The following areas are the priority issues of ACEC Washington:
Taxation | A&E Selection | Government Contracting | Infrastructure Funding | Liability Reform | Licensing | Regulatory Reform
ACEC opposes placing a retail sales tax on professional services and believes that public works projects funded by special or dedicated tax sources should be exempt from the retail sales tax.
Sales Tax on Services – Oppose placing the retail sales tax to professional services.
Local Business & Occupation Tax – Oppose imposition of local B&O tax by localities beyond where the project is located.
Sales Tax Exemption for Public Construction – Public works projects that are funded by special or dedicated tax sources should be exempt from the retail sales tax.
ACEC opposes exemptions or exceptions to the use of qualifications-based selection (QBS) procedures for selecting design consultants by public agencies. ACEC supports the use of alternative public works methods where there is a clear indication that such procedures will result in improved public construction and design.
Qualifications-Based Selection – Oppose proposals to make exemptions or exceptions to the use of qualifications-based selection of design professionals under Chapter 39.80 RCW.
Alternative Public Works Methods – Proposals to use design-build or general contractor/construction manager (GC/CM) methods should be used for a narrowly-defined set of projects and should encourage the use of qualifications-based selection procedures for the project’s design component.
ACEC believes that, to the greatest extent possible, state and local governments should contract out for goods and services, including design services.

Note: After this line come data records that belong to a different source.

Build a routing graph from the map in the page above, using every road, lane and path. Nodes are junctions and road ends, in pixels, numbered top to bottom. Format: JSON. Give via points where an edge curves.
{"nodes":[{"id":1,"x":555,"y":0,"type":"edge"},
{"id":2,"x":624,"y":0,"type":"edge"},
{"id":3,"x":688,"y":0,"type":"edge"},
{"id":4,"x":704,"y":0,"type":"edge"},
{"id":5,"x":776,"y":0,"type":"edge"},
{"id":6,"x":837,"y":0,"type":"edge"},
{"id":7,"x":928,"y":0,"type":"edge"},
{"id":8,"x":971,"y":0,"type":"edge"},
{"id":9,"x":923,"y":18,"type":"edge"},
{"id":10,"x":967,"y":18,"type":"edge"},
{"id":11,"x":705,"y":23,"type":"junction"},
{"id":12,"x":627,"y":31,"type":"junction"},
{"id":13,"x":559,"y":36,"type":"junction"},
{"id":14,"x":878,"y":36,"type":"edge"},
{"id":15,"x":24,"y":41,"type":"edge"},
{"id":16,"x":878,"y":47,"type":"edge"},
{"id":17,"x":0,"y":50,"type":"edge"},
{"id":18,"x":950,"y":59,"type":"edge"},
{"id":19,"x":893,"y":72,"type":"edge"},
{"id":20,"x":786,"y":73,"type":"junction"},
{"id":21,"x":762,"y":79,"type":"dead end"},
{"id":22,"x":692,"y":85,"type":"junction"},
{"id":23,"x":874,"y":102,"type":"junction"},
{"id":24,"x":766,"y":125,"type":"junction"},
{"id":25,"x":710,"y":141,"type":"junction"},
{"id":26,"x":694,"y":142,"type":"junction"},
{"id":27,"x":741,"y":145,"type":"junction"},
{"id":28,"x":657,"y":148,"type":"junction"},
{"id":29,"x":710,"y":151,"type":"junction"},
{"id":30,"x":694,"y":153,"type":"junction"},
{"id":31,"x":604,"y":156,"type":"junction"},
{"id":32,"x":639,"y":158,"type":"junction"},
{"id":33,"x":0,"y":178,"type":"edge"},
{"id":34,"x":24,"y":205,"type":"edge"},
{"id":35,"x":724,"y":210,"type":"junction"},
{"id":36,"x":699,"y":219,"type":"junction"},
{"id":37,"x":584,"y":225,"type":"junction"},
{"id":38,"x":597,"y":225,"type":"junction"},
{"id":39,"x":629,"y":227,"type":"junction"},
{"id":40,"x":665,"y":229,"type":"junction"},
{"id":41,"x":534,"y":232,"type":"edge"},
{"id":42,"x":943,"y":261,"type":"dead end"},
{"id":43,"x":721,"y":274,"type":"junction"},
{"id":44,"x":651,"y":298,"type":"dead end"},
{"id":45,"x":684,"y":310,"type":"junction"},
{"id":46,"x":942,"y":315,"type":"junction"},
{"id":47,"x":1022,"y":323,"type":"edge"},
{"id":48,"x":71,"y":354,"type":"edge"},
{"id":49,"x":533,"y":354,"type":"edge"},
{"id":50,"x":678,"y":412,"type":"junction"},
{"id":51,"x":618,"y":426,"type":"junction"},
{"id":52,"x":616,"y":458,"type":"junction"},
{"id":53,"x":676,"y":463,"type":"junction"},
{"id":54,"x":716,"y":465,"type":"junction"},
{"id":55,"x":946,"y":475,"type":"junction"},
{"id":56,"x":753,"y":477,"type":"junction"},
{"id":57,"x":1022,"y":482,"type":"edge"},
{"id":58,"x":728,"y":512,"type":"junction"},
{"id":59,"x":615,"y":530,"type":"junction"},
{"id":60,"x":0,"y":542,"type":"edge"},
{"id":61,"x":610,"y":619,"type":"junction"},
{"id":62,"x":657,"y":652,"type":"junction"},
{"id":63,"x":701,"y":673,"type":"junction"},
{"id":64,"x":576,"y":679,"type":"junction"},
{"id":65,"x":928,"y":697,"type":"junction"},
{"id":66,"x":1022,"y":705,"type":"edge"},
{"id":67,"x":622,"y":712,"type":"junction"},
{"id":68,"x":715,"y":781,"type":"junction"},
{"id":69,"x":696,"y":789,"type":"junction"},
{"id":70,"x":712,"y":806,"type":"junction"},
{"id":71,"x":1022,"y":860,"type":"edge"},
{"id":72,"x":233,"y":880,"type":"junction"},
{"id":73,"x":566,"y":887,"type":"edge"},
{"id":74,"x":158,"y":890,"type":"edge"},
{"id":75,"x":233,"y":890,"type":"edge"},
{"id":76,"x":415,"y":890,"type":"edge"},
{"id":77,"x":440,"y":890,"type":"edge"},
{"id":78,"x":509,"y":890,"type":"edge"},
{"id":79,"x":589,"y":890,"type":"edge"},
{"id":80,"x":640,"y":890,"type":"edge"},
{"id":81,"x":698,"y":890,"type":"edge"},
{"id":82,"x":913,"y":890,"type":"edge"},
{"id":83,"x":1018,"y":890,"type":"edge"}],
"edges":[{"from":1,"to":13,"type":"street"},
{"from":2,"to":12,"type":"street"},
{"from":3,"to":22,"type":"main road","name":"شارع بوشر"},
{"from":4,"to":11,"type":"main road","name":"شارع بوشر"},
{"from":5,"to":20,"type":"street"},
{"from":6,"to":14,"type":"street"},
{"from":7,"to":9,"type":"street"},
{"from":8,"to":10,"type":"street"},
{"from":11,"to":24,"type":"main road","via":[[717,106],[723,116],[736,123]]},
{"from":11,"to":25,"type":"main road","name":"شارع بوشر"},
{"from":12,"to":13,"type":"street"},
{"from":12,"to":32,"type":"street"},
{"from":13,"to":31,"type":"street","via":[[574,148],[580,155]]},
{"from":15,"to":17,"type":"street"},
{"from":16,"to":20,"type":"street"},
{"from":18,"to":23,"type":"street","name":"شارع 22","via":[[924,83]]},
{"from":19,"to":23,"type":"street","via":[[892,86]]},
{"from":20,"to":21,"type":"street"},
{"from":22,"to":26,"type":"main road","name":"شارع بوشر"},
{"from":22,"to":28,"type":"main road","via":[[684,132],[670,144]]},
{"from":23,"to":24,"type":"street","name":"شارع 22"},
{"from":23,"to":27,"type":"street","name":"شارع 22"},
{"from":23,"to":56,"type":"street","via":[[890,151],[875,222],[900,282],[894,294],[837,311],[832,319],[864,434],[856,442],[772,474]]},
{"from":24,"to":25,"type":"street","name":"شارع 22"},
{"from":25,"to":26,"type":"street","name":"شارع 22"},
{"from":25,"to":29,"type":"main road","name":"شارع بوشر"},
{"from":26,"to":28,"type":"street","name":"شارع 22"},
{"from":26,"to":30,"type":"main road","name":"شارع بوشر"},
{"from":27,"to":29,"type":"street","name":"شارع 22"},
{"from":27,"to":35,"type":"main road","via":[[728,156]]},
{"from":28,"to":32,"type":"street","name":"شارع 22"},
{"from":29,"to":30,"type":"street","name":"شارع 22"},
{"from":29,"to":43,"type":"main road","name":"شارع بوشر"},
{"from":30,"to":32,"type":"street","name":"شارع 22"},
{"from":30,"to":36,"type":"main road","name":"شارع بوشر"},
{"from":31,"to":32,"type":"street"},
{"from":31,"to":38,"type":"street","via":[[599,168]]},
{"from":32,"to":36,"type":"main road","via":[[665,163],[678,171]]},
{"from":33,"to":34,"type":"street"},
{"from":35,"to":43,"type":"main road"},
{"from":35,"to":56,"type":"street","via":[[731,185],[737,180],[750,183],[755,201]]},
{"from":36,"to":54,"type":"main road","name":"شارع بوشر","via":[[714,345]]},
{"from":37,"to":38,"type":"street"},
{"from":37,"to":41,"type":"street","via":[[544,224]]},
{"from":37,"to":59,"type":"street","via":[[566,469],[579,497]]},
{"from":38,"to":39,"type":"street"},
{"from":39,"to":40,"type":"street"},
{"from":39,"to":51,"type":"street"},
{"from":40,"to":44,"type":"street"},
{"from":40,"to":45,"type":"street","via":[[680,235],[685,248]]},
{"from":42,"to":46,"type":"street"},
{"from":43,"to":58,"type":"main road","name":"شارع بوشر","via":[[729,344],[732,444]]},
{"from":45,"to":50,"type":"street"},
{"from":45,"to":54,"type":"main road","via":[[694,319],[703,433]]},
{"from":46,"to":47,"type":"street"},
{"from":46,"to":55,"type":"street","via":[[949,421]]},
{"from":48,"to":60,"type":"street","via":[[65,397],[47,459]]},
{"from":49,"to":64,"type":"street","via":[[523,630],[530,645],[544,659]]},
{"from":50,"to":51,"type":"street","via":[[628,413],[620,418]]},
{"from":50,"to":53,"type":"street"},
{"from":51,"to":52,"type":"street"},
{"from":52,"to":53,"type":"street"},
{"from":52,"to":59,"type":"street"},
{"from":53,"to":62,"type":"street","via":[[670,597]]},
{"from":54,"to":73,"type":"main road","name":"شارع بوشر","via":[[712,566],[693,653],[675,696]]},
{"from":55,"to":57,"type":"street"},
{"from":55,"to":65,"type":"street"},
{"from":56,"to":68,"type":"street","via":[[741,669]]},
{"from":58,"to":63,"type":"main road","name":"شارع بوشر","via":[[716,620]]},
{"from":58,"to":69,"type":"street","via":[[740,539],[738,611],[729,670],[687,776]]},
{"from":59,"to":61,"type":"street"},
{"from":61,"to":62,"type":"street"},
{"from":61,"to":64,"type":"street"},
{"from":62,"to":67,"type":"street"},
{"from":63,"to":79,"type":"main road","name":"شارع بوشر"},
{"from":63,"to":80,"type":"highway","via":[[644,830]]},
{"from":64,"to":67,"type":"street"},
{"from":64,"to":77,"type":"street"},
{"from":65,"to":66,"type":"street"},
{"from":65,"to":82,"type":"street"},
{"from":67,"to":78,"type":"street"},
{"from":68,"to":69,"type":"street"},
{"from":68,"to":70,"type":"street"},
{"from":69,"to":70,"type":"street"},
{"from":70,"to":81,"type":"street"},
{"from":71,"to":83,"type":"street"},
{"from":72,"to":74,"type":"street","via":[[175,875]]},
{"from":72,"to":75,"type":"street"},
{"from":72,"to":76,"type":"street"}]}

Government agencies should not be allowed to offer design services in competition with private-sector design firms, as such competition is inherently unfair to private firms.
Contracting Out – State and local governments should contract out for goods and services, including design services, to the greatest extent practicable.
Government Competition – Government agencies should not be allowed to offer design services in competition with private sector design firms, as such competition is inherently unfair to private firms.
Investment in public infrastructure is essential to the economic well-being of our state. Government must provide adequate investment to address identified state and local infrastructure needs to support economic and population growth, provide for public safety and welfare, protect environmental quality and enrich our quality of life. These investments should be made as informed policy decisions by elected officials.
ACEC supports investments to improve Washington’s transportation infrastructure and common schools construction and other building construction programs that can contribute to competitiveness and stimulate employment. ACEC supports financing strategies for such purposes that are adequate over the long-term. We oppose the diversion or deferral of the capital budget and other capital facility funds, such as the Public Works Trust Fund, considering it as an unsound policy.
Transportation – A strong transportation infrastructure is enhances the livability, opportunities for economic development, and establishes long-term economic viability of Washington state. ACEC supports measures to improve Washington’s transportation infrastructure and to find financing strategies for such purposes that are stable and sustainable over the long-term.
Common School Construction – The state’s common schools are an integral part of the communities in which they are located and an important part of community life. For these reasons, school design and construction should be carried out in a manner that results in high-quality schools that are both efficient and cost-effective. A stable form of state funding for common school construction is necessary to meet this goal, and local school district levies and bonds should require only a simple majority vote to be approved.
ACEC participates in the state’s Liability Reform Coalition (LRC) and supports public policies: to provide reasonable statutes of limitation and repose for design professionals and construction contractors; to reduce the adverse impact of litigation on our society, businesses, and taxpayers; to limit the expansion of tort liability; to reduce the cost of defending lawsuits; to speed the resolution of lawsuits; and to improve the certainty and fairness of the civil justice system.
Certificate of Merit – Support a proposal to require, at the time a lawsuit alleging professional negligence is filed, that the person alleging professional negligence must have a qualified expert certify that the claims being made in the lawsuit have merit.
Joint & Several Liability – Defendants in lawsuits should be required to pay damages to the plaintiff based on each defendant’s proportionate responsibility for causing the damages.
ACEC works with AELC and its component organizations to protect the integrity of the regulation of the design professions (engineering, architecture, land surveying, and landscape architecture), and to ensure that licensing fees are used solely to carry out the purposes of those regulatory programs.
ACEC supports legislation that creates clear and objective building, land use and environmental regulations easily understood by project applicants. Governments should not impose conditions exceeding those necessary to mitigate the identifiable effects of a project. State and local governments should ensure complete and prompt permit application review based on information provided and that review should be based on compliance with plans or regulations in effect at the time the application was originally submitted and should provide for expedited permit appeals guaranteeing certainty and finality for project applicants.